2. The learned Counsel for the petitioners original defendants has submitted that the rent note in the name of petitioner No. 1 Jagjivanbhai Ramjibhai was really for joint family and Chhaganbhai is the common ancestor who had two sons - Ramjibhai and Chaturbhai, Chaturbhai is petitioner No. 2 and Ramji's son Jagjivanbhai is petitioner No. 1. Right from 1956 when the rent note executed for a period of 12 months, both the petitioners had been jointly running the business of blacksmith as a joint family business and rent was being paid up out of the income of the said business and, therefore, there is no question of any subletting and the lower courts have failed to appreciate that the petitioners Nos. 1 and 2 are not strangers to each other, but are members of the joint family running a joint family business since 1956. Similarly, regarding change of user, it is submitted that right from the commencement of the tenancy, the business of blacksmith is being run by the petitioners and there are findings of the lower courts to that effect. The lower Courts have not addressed themselves to the crucial question as to since when the alleged subletting and change of user have taken place. If the lower courts had addressed themselves to this crucial question, the lower courts would not have come to the conclusion that there was any subletting or change of user and, therefore, the findings of the lower courts are without proper perspective and are actually against the evidence on record and that these findings are perverse.
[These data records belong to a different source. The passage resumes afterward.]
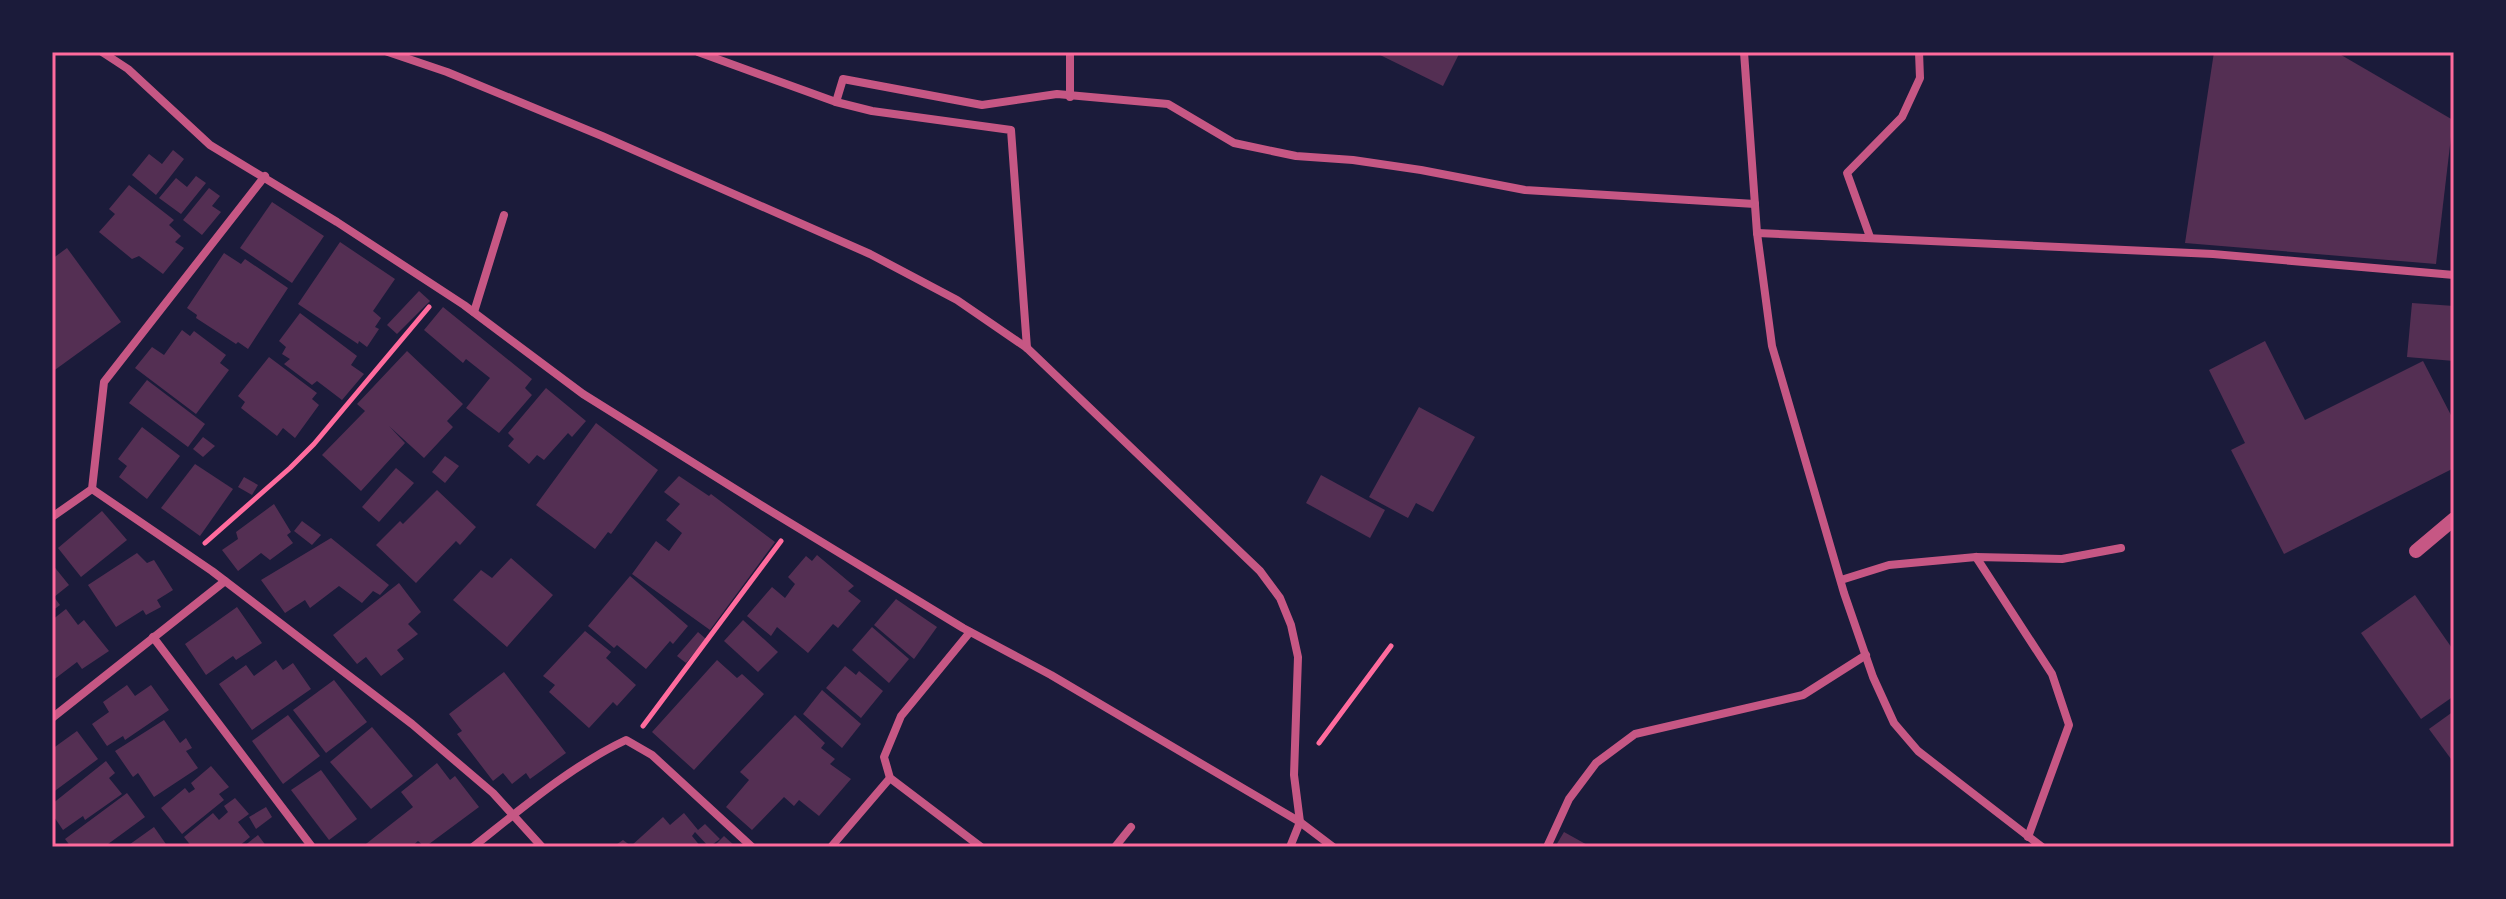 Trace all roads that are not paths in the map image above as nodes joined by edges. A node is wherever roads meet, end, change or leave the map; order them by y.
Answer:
1 (102, 52) edge
2 (388, 52) edge
3 (698, 52) edge
4 (1070, 52) edge
5 (1744, 52) edge
6 (1919, 52) edge
7 (1070, 97) junction
8 (836, 102) junction
9 (265, 176) junction
10 (1755, 204) junction
11 (504, 215) dead end
12 (1757, 233) junction
13 (1870, 237) junction
14 (2454, 275) edge
15 (474, 312) junction
16 (1027, 348) junction
17 (92, 489) junction
18 (52, 517) edge
19 (2454, 519) edge
20 (2121, 548) dead end
21 (2416, 551) dead end
22 (1976, 557) junction
23 (1841, 580) junction
24 (225, 581) junction
25 (970, 632) junction
26 (153, 637) junction
27 (1866, 655) junction
28 (52, 718) edge
29 (890, 778) junction
30 (513, 815) junction
31 (1300, 822) junction
32 (1131, 827) dead end
33 (2028, 837) junction
34 (312, 847) edge
35 (473, 847) edge
36 (542, 847) edge
37 (752, 847) edge
38 (831, 847) edge
39 (981, 847) edge
40 (1115, 847) edge
41 (1290, 847) edge
42 (1333, 847) edge
43 (1547, 847) edge
44 (2042, 847) edge

1 - 9 street
2 - 16 street
3 - 8 street
4 - 7 street
5 - 10 street
6 - 13 street
7 - 8 street
7 - 10 street
8 - 16 street
9 - 15 street
9 - 17 street
10 - 12 street
11 - 15 street
12 - 13 street
12 - 23 street
13 - 14 street
15 - 25 street
16 - 31 street
17 - 18 street
17 - 24 street
19 - 21 street
20 - 22 street
22 - 23 street
22 - 33 street
23 - 27 street
24 - 26 street
24 - 30 street
25 - 29 street
25 - 31 street
26 - 28 street
26 - 34 street
27 - 33 street
27 - 43 street
29 - 38 street
29 - 39 street
30 - 35 street
30 - 36 street
30 - 37 street
31 - 41 street
31 - 42 street
32 - 40 street
33 - 44 street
3. On behalf of the opponent-landlord, it is submitted that both the courts below have on appreciation of evidence given the findings on facts supported by evidence that there is subletting as well as change of user and on both these grounds, the landlord is entitled to the decree for possession and, therefore, there is no question of High Court exercising any revisional power to set aside such finding of fact and decree for possession based thereon. It is submitted that admittedly, the rent note is in the name of defendant No. 1 only and now the defendant No. 2 has come to be in exclusive possession and, therefore, the burden is on the defendants to prove that there is no subletting and he has failed to discharge that burden. Therefore, the finding of subletting given by the lower Court is unassailable. Similarly, there is no evidence regarding existence of a joint family and, therefore, all these findings of facts cannot be disturbed in the revision application. Let us consider the rival contentions.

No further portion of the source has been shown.